- _What is needed_: Which lines of the records below contain the string "road"? Report each of them.

- _Dataset entries_:
☆ ☆ ☆ ☆ ☆
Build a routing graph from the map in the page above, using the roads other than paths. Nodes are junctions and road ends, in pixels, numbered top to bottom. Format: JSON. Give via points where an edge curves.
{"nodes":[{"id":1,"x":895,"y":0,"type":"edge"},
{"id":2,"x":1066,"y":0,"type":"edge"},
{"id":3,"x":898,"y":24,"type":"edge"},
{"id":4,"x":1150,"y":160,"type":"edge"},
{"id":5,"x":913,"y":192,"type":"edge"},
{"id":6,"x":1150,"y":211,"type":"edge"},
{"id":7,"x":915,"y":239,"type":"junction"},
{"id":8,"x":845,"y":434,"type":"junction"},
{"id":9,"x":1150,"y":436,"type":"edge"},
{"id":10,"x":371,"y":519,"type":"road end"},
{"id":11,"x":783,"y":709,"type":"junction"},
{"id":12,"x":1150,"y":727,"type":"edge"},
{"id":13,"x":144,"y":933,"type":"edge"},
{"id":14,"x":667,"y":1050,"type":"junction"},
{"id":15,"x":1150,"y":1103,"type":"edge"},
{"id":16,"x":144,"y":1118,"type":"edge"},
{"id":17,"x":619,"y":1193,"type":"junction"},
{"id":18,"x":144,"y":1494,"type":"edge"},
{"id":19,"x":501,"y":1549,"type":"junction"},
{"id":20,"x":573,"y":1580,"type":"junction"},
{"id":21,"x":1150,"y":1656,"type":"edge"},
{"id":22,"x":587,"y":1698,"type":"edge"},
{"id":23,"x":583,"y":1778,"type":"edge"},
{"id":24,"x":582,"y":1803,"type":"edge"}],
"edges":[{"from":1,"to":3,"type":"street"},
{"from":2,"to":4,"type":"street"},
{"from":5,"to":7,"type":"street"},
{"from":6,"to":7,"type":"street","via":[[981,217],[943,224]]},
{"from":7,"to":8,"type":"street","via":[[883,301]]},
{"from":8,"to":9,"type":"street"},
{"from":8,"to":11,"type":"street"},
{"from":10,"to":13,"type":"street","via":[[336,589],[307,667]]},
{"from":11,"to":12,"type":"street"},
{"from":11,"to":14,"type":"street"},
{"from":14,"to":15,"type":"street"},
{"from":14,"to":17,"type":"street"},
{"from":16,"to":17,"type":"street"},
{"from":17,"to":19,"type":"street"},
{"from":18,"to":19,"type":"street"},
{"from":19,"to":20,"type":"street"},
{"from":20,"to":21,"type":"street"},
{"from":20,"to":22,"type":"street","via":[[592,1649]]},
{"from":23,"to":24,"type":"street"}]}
☆ ☆ ☆ ☆ ☆
- _Answer for the task_:
Build a routing graph from the map in the page above, using the roads other than paths. Nodes are junctions and road ends, in pixels, numbered top to bottom. Format: JSON. Give via points where an edge curves.
{"id":10,"x":371,"y":519,"type":"road end"},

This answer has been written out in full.